§ **Work task**
Each record below is to be reproduced without any change.

Records from a data source
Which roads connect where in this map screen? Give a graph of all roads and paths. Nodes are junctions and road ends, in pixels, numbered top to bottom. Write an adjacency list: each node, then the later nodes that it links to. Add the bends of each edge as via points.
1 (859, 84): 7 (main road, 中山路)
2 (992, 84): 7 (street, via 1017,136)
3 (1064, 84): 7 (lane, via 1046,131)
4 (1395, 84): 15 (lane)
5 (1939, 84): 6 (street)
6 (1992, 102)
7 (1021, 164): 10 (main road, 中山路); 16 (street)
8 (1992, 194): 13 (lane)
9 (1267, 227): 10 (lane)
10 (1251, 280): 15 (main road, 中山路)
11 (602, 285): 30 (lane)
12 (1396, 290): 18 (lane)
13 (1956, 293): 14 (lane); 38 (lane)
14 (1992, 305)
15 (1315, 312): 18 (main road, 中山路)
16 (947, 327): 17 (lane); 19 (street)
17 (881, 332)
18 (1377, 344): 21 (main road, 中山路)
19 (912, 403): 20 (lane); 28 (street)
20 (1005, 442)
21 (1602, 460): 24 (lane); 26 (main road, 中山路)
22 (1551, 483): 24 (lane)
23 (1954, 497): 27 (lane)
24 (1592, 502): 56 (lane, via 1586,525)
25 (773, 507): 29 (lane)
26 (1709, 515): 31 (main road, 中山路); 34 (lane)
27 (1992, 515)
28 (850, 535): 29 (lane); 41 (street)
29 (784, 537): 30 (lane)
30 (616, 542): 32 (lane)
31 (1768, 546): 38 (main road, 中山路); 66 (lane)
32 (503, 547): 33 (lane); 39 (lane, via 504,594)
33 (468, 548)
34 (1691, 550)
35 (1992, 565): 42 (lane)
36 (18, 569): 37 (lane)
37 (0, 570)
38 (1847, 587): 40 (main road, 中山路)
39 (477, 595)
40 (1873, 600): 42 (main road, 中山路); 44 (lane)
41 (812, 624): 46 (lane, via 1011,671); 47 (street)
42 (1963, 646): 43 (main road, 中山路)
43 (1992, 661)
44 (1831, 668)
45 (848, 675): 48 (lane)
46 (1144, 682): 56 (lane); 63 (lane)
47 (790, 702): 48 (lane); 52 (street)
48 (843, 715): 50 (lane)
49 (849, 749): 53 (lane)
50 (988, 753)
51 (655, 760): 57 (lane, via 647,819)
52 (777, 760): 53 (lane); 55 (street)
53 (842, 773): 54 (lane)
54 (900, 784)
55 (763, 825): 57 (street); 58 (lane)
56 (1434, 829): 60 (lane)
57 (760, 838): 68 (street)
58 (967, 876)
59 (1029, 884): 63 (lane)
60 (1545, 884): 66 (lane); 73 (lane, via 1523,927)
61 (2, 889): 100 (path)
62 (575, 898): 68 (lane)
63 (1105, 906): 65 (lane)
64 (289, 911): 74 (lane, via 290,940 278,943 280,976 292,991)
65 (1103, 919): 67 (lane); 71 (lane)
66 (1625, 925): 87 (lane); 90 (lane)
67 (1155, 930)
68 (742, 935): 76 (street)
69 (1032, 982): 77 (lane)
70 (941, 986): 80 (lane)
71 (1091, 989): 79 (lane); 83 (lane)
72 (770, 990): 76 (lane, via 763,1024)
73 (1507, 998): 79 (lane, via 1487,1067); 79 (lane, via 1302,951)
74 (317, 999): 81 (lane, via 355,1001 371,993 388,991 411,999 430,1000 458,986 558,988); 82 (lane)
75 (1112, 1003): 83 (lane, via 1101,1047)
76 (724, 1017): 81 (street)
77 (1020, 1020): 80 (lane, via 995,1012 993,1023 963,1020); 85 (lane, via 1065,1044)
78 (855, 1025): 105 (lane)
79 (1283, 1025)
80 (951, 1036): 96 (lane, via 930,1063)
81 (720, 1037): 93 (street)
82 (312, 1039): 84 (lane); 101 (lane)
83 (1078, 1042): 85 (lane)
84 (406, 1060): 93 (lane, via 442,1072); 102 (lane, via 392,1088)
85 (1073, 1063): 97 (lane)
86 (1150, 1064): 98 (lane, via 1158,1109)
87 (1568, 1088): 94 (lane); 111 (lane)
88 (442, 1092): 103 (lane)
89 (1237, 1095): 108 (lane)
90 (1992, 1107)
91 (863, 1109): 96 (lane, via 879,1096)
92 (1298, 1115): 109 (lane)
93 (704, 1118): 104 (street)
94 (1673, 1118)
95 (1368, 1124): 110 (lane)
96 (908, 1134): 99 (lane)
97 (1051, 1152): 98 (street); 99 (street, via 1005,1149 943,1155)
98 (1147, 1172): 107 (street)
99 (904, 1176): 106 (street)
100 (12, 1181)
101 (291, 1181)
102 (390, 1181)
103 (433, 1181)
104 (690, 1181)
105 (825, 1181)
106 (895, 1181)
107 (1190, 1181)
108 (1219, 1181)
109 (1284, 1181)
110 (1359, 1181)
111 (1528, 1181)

§ **Reply**
Which roads connect where in this map screen? Give a graph of all roads and paths. Nodes are junctions and road ends, in pixels, numbered top to bottom. Write an adjacency list: each node, then the later nodes that it links to. Add the bends of each edge as via points.
1 (859, 84): 7 (main road, 中山路)
2 (992, 84): 7 (street, via 1017,136)
3 (1064, 84): 7 (lane, via 1046,131)
4 (1395, 84): 15 (lane)
5 (1939, 84): 6 (street)
6 (1992, 102)
7 (1021, 164): 10 (main road, 中山路); 16 (street)
8 (1992, 194): 13 (lane)
9 (1267, 227): 10 (lane)
10 (1251, 280): 15 (main road, 中山路)
11 (602, 285): 30 (lane)
12 (1396, 290): 18 (lane)
13 (1956, 293): 14 (lane); 38 (lane)
14 (1992, 305)
15 (1315, 312): 18 (main road, 中山路)
16 (947, 327): 17 (lane); 19 (street)
17 (881, 332)
18 (1377, 344): 21 (main road, 中山路)
19 (912, 403): 20 (lane); 28 (street)
20 (1005, 442)
21 (1602, 460): 24 (lane); 26 (main road, 中山路)
22 (1551, 483): 24 (lane)
23 (1954, 497): 27 (lane)
24 (1592, 502): 56 (lane, via 1586,525)
25 (773, 507): 29 (lane)
26 (1709, 515): 31 (main road, 中山路); 34 (lane)
27 (1992, 515)
28 (850, 535): 29 (lane); 41 (street)
29 (784, 537): 30 (lane)
30 (616, 542): 32 (lane)
31 (1768, 546): 38 (main road, 中山路); 66 (lane)
32 (503, 547): 33 (lane); 39 (lane, via 504,594)
33 (468, 548)
34 (1691, 550)
35 (1992, 565): 42 (lane)
36 (18, 569): 37 (lane)
37 (0, 570)
38 (1847, 587): 40 (main road, 中山路)
39 (477, 595)
40 (1873, 600): 42 (main road, 中山路); 44 (lane)
41 (812, 624): 46 (lane, via 1011,671); 47 (street)
42 (1963, 646): 43 (main road, 中山路)
43 (1992, 661)
44 (1831, 668)
45 (848, 675): 48 (lane)
46 (1144, 682): 56 (lane); 63 (lane)
47 (790, 702): 48 (lane); 52 (street)
48 (843, 715): 50 (lane)
49 (849, 749): 53 (lane)
50 (988, 753)
51 (655, 760): 57 (lane, via 647,819)
52 (777, 760): 53 (lane); 55 (street)
53 (842, 773): 54 (lane)
54 (900, 784)
55 (763, 825): 57 (street); 58 (lane)
56 (1434, 829): 60 (lane)
57 (760, 838): 68 (street)
58 (967, 876)
59 (1029, 884): 63 (lane)
60 (1545, 884): 66 (lane); 73 (lane, via 1523,927)
61 (2, 889): 100 (path)
62 (575, 898): 68 (lane)
63 (1105, 906): 65 (lane)
64 (289, 911): 74 (lane, via 290,940 278,943 280,976 292,991)
65 (1103, 919): 67 (lane); 71 (lane)
66 (1625, 925): 87 (lane); 90 (lane)
67 (1155, 930)
68 (742, 935): 76 (street)
69 (1032, 982): 77 (lane)
70 (941, 986): 80 (lane)
71 (1091, 989): 79 (lane); 83 (lane)
72 (770, 990): 76 (lane, via 763,1024)
73 (1507, 998): 79 (lane, via 1487,1067); 79 (lane, via 1302,951)
74 (317, 999): 81 (lane, via 355,1001 371,993 388,991 411,999 430,1000 458,986 558,988); 82 (lane)
75 (1112, 1003): 83 (lane, via 1101,1047)
76 (724, 1017): 81 (street)
77 (1020, 1020): 80 (lane, via 995,1012 993,1023 963,1020); 85 (lane, via 1065,1044)
78 (855, 1025): 105 (lane)
79 (1283, 1025)
80 (951, 1036): 96 (lane, via 930,1063)
81 (720, 1037): 93 (street)
82 (312, 1039): 84 (lane); 101 (lane)
83 (1078, 1042): 85 (lane)
84 (406, 1060): 93 (lane, via 442,1072); 102 (lane, via 392,1088)
85 (1073, 1063): 97 (lane)
86 (1150, 1064): 98 (lane, via 1158,1109)
87 (1568, 1088): 94 (lane); 111 (lane)
88 (442, 1092): 103 (lane)
89 (1237, 1095): 108 (lane)
90 (1992, 1107)
91 (863, 1109): 96 (lane, via 879,1096)
92 (1298, 1115): 109 (lane)
93 (704, 1118): 104 (street)
94 (1673, 1118)
95 (1368, 1124): 110 (lane)
96 (908, 1134): 99 (lane)
97 (1051, 1152): 98 (street); 99 (street, via 1005,1149 943,1155)
98 (1147, 1172): 107 (street)
99 (904, 1176): 106 (street)
100 (12, 1181)
101 (291, 1181)
102 (390, 1181)
103 (433, 1181)
104 (690, 1181)
105 (825, 1181)
106 (895, 1181)
107 (1190, 1181)
108 (1219, 1181)
109 (1284, 1181)
110 (1359, 1181)
111 (1528, 1181)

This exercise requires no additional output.